Now, on to the hair. Since I was going for 'mostly brunette with lots of red', I started by giving her hair a base coat of Reaper Master Series Blackened Brown (9137). This is a dark brown with a bit of red to it.

I decided I wanted a more reddish cast to the hair. So, I pulled out RMS Auburn Shadow (9241) and thinned it to a glaze. I went over all the hair except the places that would be in shadow. The result still reads as brown, but a redder brown. By not applying the glaze to the shadow areas, I've left the Blackened Brown as my shadow color.

Next, I went back to the Blackened Brown. I thinned it some; not as far down as glaze consistency, though. I went back and carefully put the thinned Blackened Brown between some of the locks of hair, putting some shadow color in those spots to create some depth and definition between locks of hair. In the next picture, arrows point to where I've put in these shadows.

And that was it for shadows. Next, I went into building up highlights. For this, I went back to the Auburn Shadow. I thinned it a little less than I would for a glaze so it would go on a little more opaque. Then I put this on where it looked like highlights should go. As I do this (and in all steps following this), I am using brush strokes going in the same direction as the strands of hair. I am not moving the brush across the strands of hair.

So then, how do you choose where the highlights go? Well, here are some rules of thumb, assuming your light source is overhead.

  • On the crown of the head. This ends up being the 'halo' highlight around the top of the figure's head. That's the one that I have the hardest time getting to look right.
  • Where the hair curls convex, arcing outward, at the highest part of that arc facing your light source.
  • Where the hair curls concave, arcing inward, at the lowest part of that arc facing your light source.
So you can see on her, there's a highlight around the crown of her head, another across the back where the hair curves away from her head and neck, another under her left shoulder where the hair dips down, and another under her right wrist where the hair curls back up.

Next, I brought in a brighter layer of highlight using RMS Highlight Orange (9243). These are the same highlight areas, but this band of highlight is narrower.

Now, the edges on that highlight are a little sharp. So, I went back with my Auburn Shadow to blend them in better.

Then I went in with the final highlight. This is the brightest, shiniest spot, where the reflection off the hair is almost white. I used RMS Creamy Ivory (9144). 

This highlight should be very narrow. I never manage to make it narrow enough and blend it in smoothly, so I make it a little wider than I want it and come back with the previous highlight color along the edges.

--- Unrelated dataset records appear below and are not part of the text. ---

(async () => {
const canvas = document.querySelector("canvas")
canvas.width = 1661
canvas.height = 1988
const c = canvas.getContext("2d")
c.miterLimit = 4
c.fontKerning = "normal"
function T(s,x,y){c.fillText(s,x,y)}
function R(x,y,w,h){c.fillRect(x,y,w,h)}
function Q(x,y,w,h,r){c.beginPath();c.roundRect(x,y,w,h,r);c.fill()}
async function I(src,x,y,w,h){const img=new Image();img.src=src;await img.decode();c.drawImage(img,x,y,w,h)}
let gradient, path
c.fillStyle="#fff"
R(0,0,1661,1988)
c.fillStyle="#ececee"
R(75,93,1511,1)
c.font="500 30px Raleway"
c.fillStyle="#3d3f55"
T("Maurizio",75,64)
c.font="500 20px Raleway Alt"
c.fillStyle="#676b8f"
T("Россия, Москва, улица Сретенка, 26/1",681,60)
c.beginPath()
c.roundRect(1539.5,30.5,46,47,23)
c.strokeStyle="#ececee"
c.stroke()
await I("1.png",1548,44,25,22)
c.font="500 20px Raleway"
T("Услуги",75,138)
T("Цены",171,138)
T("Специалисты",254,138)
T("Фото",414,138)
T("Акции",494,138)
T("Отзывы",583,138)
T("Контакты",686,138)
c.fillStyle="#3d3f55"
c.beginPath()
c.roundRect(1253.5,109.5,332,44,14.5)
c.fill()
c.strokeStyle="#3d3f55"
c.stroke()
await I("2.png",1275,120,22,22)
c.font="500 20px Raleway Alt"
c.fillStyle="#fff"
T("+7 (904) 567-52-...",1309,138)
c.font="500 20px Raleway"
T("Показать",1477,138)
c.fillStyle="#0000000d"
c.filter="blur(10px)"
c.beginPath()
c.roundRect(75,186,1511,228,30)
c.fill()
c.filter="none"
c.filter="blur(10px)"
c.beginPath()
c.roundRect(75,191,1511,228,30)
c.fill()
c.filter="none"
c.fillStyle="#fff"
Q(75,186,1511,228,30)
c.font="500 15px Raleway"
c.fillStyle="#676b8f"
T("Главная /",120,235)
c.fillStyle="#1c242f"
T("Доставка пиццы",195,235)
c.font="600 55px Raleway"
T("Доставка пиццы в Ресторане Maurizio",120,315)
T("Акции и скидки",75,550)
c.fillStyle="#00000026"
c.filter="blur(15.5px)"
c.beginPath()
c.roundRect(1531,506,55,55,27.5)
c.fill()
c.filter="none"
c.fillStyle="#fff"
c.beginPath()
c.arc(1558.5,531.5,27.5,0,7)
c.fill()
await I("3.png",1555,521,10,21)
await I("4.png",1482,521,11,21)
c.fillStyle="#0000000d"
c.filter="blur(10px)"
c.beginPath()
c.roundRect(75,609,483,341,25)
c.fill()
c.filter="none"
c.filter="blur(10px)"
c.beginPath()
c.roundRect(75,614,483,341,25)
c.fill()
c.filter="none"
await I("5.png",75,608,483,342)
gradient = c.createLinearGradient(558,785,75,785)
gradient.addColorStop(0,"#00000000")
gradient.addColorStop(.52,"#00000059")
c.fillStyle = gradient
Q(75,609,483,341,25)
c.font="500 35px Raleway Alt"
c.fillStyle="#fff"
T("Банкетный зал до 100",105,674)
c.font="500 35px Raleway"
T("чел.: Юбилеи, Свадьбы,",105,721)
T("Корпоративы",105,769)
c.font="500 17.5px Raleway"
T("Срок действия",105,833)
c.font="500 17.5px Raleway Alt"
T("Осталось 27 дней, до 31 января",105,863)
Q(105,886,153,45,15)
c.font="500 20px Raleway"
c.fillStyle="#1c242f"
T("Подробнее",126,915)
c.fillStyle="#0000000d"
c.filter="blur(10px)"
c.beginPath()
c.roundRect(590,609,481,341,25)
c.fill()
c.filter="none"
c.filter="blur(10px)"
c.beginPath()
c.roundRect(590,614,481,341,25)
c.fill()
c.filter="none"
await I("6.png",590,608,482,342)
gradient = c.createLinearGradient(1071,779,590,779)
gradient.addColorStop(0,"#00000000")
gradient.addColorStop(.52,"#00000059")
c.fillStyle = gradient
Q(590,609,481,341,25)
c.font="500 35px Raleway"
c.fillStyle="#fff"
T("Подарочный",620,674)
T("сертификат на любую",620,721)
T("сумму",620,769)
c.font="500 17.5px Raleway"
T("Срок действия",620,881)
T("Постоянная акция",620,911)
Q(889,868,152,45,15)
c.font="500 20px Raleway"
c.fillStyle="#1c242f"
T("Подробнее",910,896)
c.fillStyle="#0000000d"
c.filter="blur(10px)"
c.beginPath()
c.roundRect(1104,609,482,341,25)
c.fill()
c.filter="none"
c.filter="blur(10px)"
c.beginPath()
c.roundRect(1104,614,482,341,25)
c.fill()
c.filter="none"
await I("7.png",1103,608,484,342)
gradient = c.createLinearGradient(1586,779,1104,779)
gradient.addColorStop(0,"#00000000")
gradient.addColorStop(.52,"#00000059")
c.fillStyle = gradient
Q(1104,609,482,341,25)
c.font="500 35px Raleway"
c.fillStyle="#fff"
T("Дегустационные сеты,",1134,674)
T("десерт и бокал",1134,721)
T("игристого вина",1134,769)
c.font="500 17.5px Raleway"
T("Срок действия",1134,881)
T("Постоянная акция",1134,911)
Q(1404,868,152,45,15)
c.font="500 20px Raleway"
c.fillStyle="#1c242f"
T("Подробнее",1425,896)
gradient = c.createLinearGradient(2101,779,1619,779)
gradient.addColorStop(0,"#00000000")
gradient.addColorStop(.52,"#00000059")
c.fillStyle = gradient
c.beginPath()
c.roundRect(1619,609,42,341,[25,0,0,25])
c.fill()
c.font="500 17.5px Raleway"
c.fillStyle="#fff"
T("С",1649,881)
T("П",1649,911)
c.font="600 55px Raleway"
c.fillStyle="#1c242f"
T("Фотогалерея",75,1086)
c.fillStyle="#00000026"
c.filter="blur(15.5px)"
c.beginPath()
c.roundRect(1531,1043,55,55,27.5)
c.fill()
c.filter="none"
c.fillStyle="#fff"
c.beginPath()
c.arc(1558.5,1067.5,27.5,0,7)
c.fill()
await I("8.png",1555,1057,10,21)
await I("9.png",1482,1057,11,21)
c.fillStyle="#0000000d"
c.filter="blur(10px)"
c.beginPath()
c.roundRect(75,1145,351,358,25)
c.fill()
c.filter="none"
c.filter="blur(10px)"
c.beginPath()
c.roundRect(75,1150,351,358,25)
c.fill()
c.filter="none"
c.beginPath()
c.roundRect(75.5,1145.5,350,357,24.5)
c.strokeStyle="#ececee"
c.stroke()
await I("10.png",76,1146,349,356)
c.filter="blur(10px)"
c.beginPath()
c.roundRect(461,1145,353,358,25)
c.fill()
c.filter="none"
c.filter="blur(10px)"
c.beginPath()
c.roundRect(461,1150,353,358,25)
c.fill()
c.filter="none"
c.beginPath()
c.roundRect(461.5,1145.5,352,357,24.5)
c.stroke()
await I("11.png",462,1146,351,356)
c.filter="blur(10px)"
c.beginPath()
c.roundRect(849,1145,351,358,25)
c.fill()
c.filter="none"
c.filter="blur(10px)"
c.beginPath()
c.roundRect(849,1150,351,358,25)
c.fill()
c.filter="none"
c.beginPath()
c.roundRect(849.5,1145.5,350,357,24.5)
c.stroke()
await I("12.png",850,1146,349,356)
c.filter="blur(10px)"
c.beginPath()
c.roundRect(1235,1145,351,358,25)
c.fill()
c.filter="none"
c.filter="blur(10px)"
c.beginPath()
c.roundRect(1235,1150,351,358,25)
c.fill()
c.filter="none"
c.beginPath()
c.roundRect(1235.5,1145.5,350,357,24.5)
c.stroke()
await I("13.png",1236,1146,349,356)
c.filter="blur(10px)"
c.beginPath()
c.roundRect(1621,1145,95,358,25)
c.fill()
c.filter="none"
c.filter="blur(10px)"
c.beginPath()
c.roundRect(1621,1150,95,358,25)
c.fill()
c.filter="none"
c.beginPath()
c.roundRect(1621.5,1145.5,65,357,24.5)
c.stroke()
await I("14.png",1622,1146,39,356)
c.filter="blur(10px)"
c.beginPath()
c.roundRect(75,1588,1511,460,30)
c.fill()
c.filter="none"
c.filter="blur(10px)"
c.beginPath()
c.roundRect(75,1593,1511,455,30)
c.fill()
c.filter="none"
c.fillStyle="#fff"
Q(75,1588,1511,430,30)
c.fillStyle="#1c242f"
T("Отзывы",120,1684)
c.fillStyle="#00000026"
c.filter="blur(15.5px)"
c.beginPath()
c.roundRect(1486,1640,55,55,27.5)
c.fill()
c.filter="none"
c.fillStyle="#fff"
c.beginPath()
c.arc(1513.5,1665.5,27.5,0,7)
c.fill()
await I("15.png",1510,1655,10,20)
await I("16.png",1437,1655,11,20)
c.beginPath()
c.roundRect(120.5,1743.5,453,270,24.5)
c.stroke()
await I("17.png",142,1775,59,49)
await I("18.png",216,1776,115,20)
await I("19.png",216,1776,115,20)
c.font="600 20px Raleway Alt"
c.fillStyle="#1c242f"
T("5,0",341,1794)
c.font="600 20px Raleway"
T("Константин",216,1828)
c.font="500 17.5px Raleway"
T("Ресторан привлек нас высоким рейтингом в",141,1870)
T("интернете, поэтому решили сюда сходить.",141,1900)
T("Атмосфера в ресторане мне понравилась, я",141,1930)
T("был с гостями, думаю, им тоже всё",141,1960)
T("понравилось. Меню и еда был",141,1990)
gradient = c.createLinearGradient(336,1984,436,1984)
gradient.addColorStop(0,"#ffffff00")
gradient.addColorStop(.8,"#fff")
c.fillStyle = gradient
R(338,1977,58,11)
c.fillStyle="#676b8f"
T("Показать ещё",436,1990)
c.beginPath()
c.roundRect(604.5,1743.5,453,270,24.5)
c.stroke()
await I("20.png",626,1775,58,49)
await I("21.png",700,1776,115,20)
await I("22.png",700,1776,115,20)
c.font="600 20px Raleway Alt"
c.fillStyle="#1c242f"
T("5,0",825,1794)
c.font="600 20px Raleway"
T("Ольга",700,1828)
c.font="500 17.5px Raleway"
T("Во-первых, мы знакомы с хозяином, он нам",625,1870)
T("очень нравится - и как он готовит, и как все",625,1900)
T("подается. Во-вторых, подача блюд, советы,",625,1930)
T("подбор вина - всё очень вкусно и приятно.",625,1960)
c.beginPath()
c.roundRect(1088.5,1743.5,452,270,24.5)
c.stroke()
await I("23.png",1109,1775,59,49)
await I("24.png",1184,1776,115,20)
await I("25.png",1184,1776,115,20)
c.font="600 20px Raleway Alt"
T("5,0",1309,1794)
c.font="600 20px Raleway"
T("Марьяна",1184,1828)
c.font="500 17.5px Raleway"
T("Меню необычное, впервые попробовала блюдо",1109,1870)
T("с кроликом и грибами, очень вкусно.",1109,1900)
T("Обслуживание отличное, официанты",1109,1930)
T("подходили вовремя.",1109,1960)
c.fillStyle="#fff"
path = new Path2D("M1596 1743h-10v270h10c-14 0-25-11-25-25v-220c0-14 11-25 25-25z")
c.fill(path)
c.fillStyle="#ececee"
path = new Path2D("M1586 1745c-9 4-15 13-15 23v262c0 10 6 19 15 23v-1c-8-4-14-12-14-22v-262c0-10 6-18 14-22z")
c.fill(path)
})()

I also usually glaze over it with a very thinned mix of the previous highlight, again to help blend it in but alsoto make it seem more part of the hair than just some paint laid on top. After the glazing, I will often hit a few of the strands with just a touch of the top highlight (in this case, the Creamy Ivory) to put back those very fine brightest highlights.

And that's the end. There is a fair bit of back-and-forth while getting the highlight layers blended in, which can be time consuming. But I think even if you don't want to do all that, there are a couple ideas that are valuable regardless of how you choose to implement them:
  • Don't be afraid to go very bright with your lightest highlights. Healthy hair is shiny.
  • Highlight placement - crown of the head and on the curls, both locks that curl in and that curl out.